Is Love Truly Blind?
We’ve heard this rhetoric in RnB jams: love is blind. So it’s nothing new. But Netflix decided to test its theory with a show, designed to prove whether or not love can be truly blind, in its literal sense. It’s not until watching the episodes that you discover the double entendre.
I’ve always been fascinated by reality television. All the drama and affairs, I was there for it. Over time, however, the shows became too scripted, too predictable, so they lost their appeal to me. When I saw the pop up ad for Love is Blind on Netflix, I ignored it. It wasn’t until it was up for discussion among my loved ones that they revealed, based on the trailer, that I would love it. They were spot on!
The concept was pretty catchy, interesting from the jump. No phones, no internet, no social media, no faces, not of the dates anyway. Potential lovers would meet in pods and talk in their individual rooms that faced each other. In order to feel closer, they would speak directly to the fourth wall with their hopeful on the other side. Here comes the good part: once you find a match, you will have to get engaged. Only then are you able to meet face to face and prepare to get married, all in a matter of month. Crazy, right?
My favourite from the get go was Lauren and Cameron. And I’m not just saying that because they make it to the very end and say I Do (spoiler alert - the finale has been out from Thursday, get with it), but because they were always so genuine and seemed to really connect with each other. This couple is living proof that love can be blind. Lauren, a beautiful black queen, who hadn’t dated outside of her race, developed an emotional bond with a white prince charming, Cameron. They dealt with issues like mature adults and really discussed matters that would affect their relationships.

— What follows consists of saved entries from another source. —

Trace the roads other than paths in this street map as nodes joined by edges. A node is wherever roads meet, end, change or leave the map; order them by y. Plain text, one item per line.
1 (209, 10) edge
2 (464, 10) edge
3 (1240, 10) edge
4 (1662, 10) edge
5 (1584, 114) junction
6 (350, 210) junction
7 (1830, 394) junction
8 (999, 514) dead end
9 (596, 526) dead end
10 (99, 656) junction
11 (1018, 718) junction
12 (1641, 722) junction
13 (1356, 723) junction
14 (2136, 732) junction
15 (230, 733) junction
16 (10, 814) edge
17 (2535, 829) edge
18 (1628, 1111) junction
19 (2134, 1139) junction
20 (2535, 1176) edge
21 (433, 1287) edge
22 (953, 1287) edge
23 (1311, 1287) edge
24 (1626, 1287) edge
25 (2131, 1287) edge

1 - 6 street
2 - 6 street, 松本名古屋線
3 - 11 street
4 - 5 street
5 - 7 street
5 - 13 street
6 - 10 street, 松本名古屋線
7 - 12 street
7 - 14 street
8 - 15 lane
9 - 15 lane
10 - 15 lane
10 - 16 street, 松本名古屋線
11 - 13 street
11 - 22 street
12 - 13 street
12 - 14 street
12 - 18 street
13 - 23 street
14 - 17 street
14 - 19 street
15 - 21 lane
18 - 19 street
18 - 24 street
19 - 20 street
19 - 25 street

He had the ideal combination of being smart and a gentleman. Loving, caring, he wasn’t afraid to be vulnerable and show his emotions from pod days to the wedding day. She was the complete package: beautiful, brilliant and funny. And she was open minded to the process. The truth is, if it hadn’t been for this show, they would not have ever met. It just goes to show that there is a plus to pursuing options you wouldn’t readily entertain. He not only hit it off with her, but he impressed her mom and survived meeting the dad unscathed. Plus their parents have the same names, Pat and Bill, if that isn’t fate, I don’t know what is.

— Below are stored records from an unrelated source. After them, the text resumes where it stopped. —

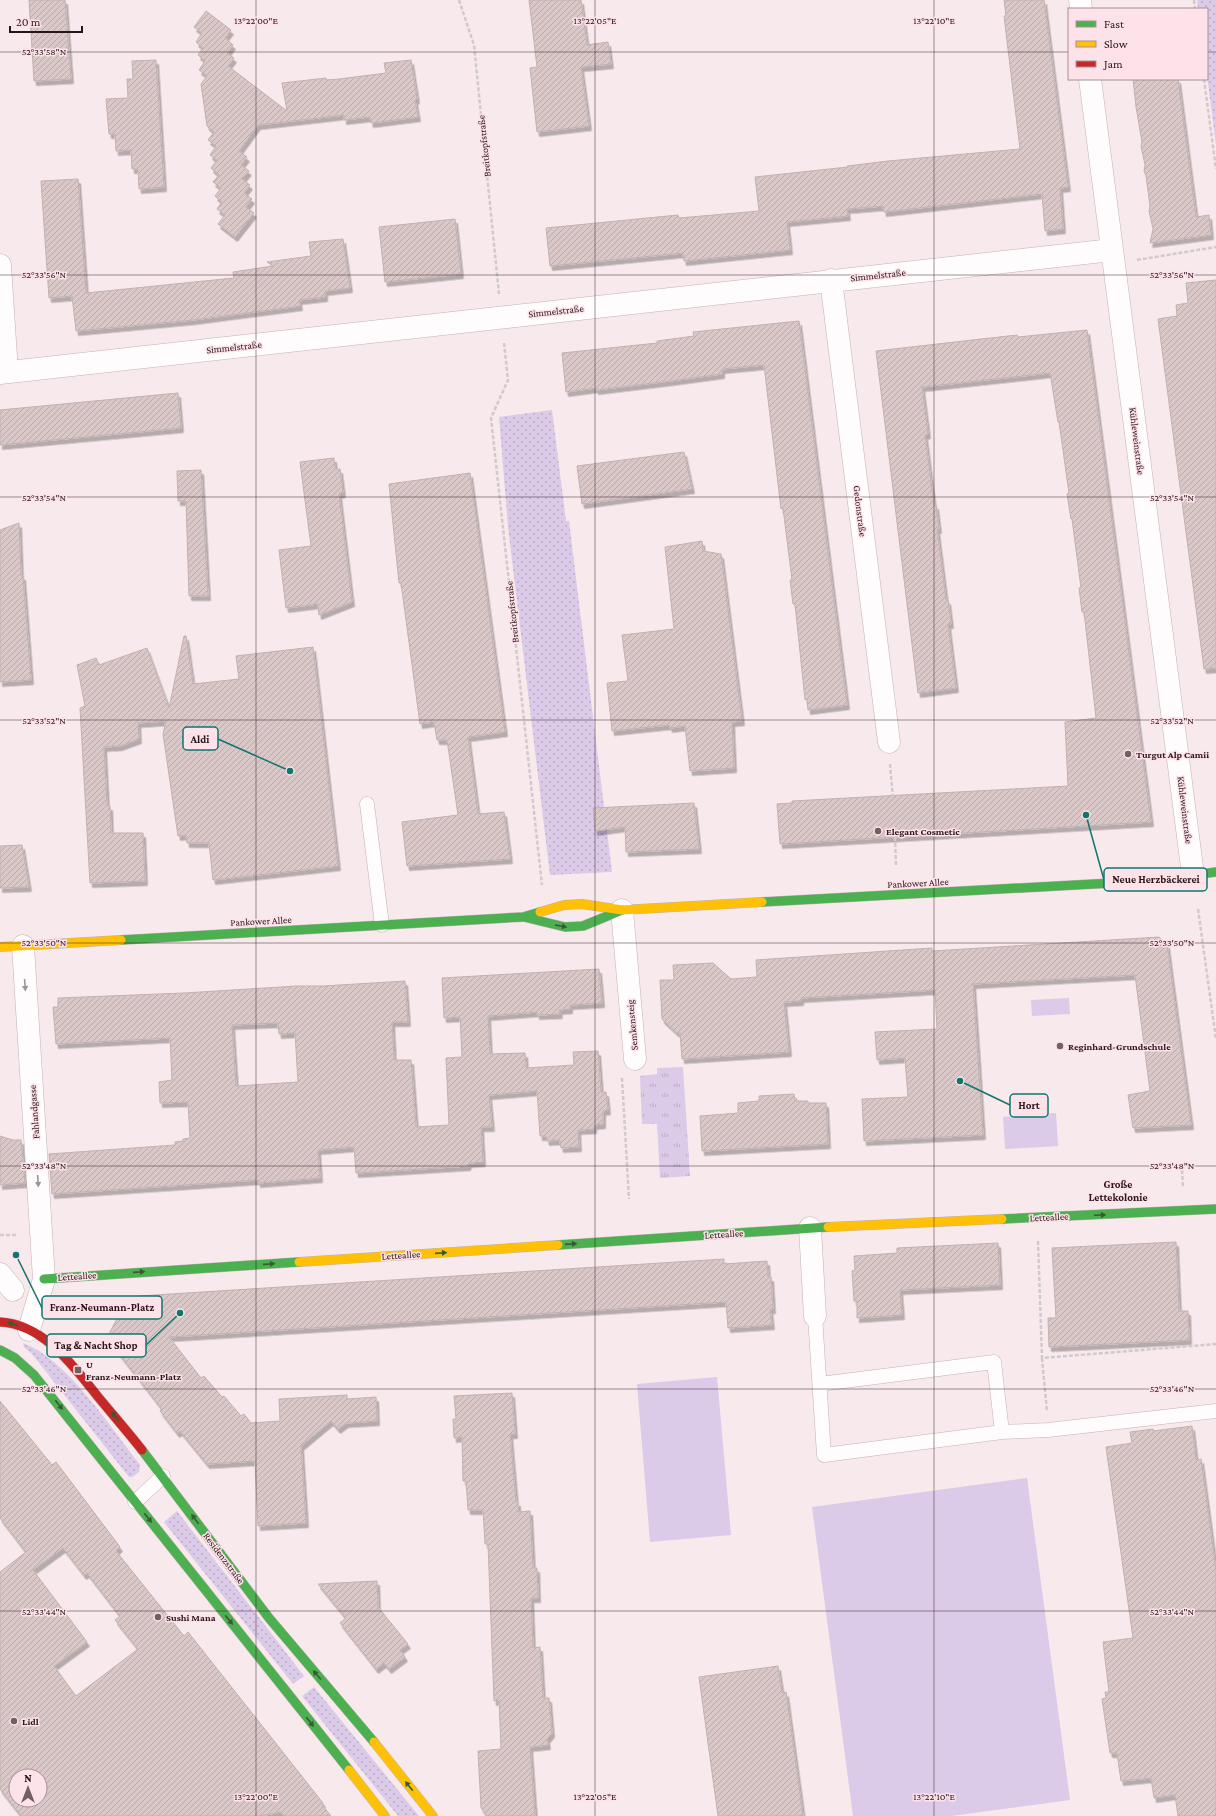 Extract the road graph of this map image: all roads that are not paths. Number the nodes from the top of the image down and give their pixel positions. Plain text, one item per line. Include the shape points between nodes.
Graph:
1 (1090, 80) edge
2 (1112, 250) junction
3 (0, 265) edge
4 (832, 280) junction
5 (3, 373) edge
6 (889, 742) road end
7 (367, 804) dead end
8 (1216, 872) edge
9 (1193, 875) junction
10 (622, 910) junction
11 (523, 917) junction
12 (382, 925) junction
13 (23, 946) junction
14 (0, 947) edge
15 (635, 1059) road end
16 (1216, 1209) edge
17 (810, 1228) junction
18 (44, 1279) junction
19 (815, 1316) joint
20 (0, 1322) edge
21 (29, 1330) junction
22 (0, 1350) edge
23 (820, 1384) junction
24 (1216, 1411) edge
25 (1002, 1432) junction
26 (163, 1476) junction
27 (135, 1502) junction
28 (384, 1816) edge
29 (433, 1816) edge

1 - 2 street, Kühleweinstraße
2 - 4 street, Simmelstraße
2 - 9 street, Kühleweinstraße
3 - 5 street
4 - 5 street, Simmelstraße
4 - 6 street, Gedonstraße
7 - 12 lane
8 - 9 street, Pankower Allee
9 - 10 street, Pankower Allee via 1149,881
10 - 11 street, Pankower Allee via 582,904 564,905
11 -> 10 street, Pankower Allee via 565,927 583,926
10 - 15 street, Semkensteig
11 - 12 street, Pankower Allee
12 - 13 street, Pankower Allee
13 - 14 street, Pankower Allee
13 -> 18 street, Fahlandgasse
17 -> 16 street, Letteallee
18 -> 17 street, Letteallee
17 - 19 street
18 - 21 street, Letteallee
19 - 23 lane
21 -> 20 street, Residenzstraße
26 -> 21 street, Residenzstraße via 67,1358
22 -> 27 street via 15,1358 34,1375
23 - 25 lane via 994,1362
23 - 25 lane via 824,1455
24 - 25 lane via 1048,1430
26 - 27 lane
29 -> 26 street, Residenzstraße via 359,1723 269,1618
27 -> 28 street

But then there is the other side to love is blind - loving someone so much that you are unable to see their faults. That brings me to Amber and Barnett. He was confused in the beginning, juggling not one, not two, but three women. That would be all well and good in the real world of dating. But when you’re forming bonds with more than one woman and they all live in a house together, women talk. She never let that stop her from fighting for her main prize, which she collected in person post proposal. But Amber came in with credit cards and student loan debts, acting rather nonchalant about not paying on them. Barnett seems thrown by the fact. Let’s add the fact that his brother wasn’t fond of her or the situation. That took a toll on him as well. So much so that by wedding day, he was having cold feet. They shared moments, but mostly stayed on the side of lust. Was he blinded by her devotion to him? We will never know. But they too said I Do.
Here are a couple things I learned from the other couples who didn’t get married. You can be so blinded by perfection, that you don’t realise that your relationship lacks burning desire and infatuation. Kelly and Kenny taught me that. I was rooting for them. Self sabotage goes both ways and too many times, persons blame their partners rather than holding themselves accountable for their own actions. At least Gianina put everything on the table, but she was blindsided by Damian’s blame game and ultimate let down at the altar. He was over the melodrama and the need to make up for everything. Talk about this show bringing in reality with the fact that he might have lost his job because of the extended vacation taken.
Jessica. Jessica, Jessica. Where to begin? Sometimes, the reality that we fear isn’t external but rather internal. She was apparently blinded by her love for Mark, that she uses him to somehow become a better person, only to say I do not to him at the end. But let’s give a round of applause to Mark! He turned out to be a true gentleman, wise beyond his years who knew who he wanted from the start. I only wished that he wasn’t so blinded by his love for her that he didn’t realise she hadn’t shared the same sentiment.